Andrew Steak Society has quietly muscled into Avenue B in Manhattan’s East Village, and early diners are already talking like it is the neighborhood’s next dining magnet. Inside, moody red velvet banquettes face an open wood-fired grill, while the kitchen leans hard into 28-day dry-aged steaks and polished sides like sautéed broccolini and whipped mashed potatoes. The attention grabber so far is a showpiece porterhouse that lands at the table with roasted bone marrow and a butter-poached lobster tail riding shotgun.

The restaurant opened to the public on April 30 at 51 Avenue B, according to Eater NY. Head chef Niklas Lucich, who previously cooked under Jean-Georges Vongerichten and within Thomas Keller’s restaurant group, told Patch that the kitchen focuses on live-fire cooking and dry-ages its steaks for at least 28 days. That mix of blistering wood heat and extended aging is meant to deepen the beef’s flavor while keeping the whole operation firmly in classic steakhouse territory.

Menu highlights and signature plates

The menu sticks to steakhouse comfort with a few curveballs. Basturma croquettes share space with a porterhouse finished with roasted bone marrow and butter-poached lobster, while familiar sides like sautéed broccolini and mashed potatoes round out the plates, according to early write-ups and the restaurant’s own materials. The Mirror’s May 17 review clocked the espresso martini as a crowd favorite, gave a nod to cheesecake, and noted that bar service dragged during a packed service. Diners can also expect steak tartare, grilled wagyu sliders, and smaller wood-fired dishes, per Andrew Steak Society.

Room, vibe and bookings

The dining room leans glam, clearly built for nights out and photos, with plush banquettes and warm lighting that steer things into special-occasion territory. The Infatuation pegs the spot at a four-dollar-sign price point and notes that it comes from an established East Village team. Reservations run through Resy as well as the restaurant’s own booking system, so locking in a weekend table ahead of time is probably wise.

Early coverage has already painted Andrew Steak Society as potential celebrity bait, with write-ups urging readers to “snag a table before the celebs beat you,” a line that helped light up chatter about the opening. The Mirror amplified that take alongside other early praise, so expect the room to hum on Friday and Saturday nights.

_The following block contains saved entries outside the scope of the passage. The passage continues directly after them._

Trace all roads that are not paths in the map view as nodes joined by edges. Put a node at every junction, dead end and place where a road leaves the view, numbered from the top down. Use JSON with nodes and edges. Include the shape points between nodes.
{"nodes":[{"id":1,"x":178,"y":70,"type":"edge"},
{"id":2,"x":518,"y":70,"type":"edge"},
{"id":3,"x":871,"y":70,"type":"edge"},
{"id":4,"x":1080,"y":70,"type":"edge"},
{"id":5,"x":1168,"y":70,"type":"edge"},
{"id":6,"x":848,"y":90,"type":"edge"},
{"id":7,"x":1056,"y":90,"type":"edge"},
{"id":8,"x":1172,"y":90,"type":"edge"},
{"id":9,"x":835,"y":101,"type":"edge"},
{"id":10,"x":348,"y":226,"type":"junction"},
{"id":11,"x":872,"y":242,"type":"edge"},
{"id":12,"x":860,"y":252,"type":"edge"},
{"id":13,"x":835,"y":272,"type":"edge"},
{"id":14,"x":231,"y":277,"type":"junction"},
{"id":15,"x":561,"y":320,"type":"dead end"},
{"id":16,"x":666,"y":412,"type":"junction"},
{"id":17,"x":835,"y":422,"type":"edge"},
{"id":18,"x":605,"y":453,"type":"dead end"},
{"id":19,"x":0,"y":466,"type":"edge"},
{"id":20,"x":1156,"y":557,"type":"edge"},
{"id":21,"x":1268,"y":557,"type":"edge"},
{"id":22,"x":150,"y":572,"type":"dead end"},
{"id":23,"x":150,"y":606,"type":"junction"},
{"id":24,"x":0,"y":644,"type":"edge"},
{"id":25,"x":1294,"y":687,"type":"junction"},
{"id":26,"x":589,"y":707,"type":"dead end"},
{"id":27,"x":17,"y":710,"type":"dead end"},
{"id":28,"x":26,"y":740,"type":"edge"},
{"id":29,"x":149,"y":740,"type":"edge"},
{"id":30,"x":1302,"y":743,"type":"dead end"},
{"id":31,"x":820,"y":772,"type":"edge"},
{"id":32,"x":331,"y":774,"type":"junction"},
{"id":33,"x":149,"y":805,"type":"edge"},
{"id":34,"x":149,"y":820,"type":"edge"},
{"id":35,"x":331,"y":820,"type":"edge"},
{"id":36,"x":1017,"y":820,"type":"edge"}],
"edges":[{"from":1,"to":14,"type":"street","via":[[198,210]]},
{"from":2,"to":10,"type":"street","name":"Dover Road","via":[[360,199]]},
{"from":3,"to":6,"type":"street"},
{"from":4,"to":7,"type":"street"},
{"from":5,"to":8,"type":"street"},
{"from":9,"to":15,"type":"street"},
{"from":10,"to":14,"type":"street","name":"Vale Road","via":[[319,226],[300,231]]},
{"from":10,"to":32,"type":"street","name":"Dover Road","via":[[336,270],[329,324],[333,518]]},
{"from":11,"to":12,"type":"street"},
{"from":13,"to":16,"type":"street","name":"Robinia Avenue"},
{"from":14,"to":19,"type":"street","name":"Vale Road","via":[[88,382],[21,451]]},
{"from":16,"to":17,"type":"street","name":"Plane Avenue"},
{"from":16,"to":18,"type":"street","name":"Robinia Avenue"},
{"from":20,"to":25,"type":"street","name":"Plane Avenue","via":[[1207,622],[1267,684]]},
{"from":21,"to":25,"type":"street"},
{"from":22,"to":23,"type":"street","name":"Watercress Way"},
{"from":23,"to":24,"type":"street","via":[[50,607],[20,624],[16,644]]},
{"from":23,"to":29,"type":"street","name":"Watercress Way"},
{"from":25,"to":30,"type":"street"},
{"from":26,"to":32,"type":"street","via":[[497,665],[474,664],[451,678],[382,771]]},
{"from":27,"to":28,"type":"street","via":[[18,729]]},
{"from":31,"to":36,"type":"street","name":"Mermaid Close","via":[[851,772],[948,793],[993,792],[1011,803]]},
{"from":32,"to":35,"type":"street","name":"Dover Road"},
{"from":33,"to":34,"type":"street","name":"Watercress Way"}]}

If you want to cover ground in one sitting, sharing that headline-grabbing porterhouse or mixing in a few small plates lets you taste multiple preparations without waving a white napkin.

For anyone planning a visit, editors suggest splitting the porterhouse or kicking things off with basturma croquettes, then cutting the richness with brighter vegetable sides. Eater NY slotted Andrew Steak Society into its roundup of new openings, calling out the wood-fired section and 28-day dry-aged cuts. Whether it settles in as a full-blown celebrity magnet or just a reliably busy neighborhood favorite, the East Village now has one more serious destination for steak lovers.